Prompt:
Those lines of the records that contain "Κληρίδη" are to be located and copied.

Dataset entries
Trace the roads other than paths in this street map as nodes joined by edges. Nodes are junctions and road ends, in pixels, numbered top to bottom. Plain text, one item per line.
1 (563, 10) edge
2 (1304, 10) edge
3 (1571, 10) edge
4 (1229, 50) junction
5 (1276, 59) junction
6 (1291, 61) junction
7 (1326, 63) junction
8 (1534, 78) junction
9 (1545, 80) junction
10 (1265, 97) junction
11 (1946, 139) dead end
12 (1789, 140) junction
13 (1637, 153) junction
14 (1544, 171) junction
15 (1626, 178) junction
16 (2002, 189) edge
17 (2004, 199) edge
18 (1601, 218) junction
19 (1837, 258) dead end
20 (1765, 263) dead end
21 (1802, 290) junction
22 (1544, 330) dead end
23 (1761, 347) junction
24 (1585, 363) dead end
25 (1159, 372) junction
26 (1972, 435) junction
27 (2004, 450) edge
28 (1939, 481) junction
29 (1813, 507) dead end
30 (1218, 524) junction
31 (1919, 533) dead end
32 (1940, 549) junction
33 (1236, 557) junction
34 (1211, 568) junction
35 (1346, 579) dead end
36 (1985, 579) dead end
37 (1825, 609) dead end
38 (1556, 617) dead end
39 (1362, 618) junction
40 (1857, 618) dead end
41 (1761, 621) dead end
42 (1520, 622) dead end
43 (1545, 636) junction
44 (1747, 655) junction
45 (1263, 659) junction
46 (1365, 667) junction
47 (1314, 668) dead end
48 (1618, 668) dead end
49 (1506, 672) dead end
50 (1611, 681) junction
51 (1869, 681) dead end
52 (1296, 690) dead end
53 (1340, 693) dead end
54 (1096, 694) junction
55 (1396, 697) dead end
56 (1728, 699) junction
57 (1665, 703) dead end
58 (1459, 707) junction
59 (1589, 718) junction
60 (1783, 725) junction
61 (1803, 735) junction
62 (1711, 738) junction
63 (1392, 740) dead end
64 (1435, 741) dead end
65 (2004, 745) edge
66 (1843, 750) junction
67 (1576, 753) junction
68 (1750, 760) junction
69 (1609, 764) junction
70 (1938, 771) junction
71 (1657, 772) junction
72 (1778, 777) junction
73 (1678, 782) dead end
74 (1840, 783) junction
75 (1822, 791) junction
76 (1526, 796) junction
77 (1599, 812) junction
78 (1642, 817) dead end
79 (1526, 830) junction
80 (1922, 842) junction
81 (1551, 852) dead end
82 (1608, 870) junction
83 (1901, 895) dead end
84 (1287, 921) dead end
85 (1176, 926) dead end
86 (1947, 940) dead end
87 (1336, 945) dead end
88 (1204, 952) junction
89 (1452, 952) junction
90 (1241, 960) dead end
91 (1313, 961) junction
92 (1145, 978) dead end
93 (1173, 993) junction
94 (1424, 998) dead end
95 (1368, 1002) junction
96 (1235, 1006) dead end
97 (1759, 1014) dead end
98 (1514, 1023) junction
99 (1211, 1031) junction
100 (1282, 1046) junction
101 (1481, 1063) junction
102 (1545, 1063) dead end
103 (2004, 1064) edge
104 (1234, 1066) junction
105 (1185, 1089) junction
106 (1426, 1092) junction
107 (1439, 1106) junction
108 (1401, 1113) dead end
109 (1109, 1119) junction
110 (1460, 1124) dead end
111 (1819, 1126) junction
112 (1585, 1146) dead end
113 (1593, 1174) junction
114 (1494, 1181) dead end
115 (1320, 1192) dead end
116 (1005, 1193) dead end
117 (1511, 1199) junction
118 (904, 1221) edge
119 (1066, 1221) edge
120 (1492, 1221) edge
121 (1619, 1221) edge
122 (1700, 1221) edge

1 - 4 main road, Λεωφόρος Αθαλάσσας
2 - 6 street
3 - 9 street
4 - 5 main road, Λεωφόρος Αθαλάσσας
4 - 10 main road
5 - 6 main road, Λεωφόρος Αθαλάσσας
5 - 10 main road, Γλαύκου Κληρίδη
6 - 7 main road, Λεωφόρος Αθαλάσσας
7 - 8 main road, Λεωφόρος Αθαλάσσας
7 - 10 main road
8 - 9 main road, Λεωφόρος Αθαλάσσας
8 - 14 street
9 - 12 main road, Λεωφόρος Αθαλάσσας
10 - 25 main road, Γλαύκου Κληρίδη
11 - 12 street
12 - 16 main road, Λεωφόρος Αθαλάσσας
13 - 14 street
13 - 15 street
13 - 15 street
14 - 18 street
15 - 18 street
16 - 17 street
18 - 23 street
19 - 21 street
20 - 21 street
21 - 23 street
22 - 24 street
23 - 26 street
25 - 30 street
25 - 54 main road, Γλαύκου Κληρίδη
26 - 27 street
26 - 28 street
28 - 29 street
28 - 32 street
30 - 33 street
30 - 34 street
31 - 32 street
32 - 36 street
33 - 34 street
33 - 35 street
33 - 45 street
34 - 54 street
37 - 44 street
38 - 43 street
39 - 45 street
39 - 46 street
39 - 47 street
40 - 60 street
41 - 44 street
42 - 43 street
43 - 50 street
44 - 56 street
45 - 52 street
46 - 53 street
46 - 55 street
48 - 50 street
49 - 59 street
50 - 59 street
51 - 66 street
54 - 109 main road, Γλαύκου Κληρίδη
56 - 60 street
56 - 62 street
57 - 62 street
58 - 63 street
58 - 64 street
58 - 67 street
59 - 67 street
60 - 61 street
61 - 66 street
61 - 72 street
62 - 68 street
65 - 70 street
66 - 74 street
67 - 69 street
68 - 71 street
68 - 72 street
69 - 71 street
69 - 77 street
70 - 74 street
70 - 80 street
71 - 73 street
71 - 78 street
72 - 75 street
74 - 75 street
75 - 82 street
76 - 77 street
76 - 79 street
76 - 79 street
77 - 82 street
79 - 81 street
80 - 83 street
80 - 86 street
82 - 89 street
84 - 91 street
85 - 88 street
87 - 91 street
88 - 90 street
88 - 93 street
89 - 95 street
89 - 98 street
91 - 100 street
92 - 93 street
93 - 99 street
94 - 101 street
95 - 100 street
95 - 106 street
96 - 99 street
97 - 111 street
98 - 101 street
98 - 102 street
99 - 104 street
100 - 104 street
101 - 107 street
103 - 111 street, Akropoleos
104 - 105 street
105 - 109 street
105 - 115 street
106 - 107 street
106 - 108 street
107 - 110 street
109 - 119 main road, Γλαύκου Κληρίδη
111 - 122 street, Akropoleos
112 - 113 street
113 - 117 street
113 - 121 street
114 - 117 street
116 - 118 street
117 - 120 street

Task answer:
5 - 10 main road, Γλαύκου Κληρίδη
10 - 25 main road, Γλαύκου Κληρίδη
25 - 54 main road, Γλαύκου Κληρίδη
54 - 109 main road, Γλαύκου Κληρίδη
109 - 119 main road, Γλαύκου Κληρίδη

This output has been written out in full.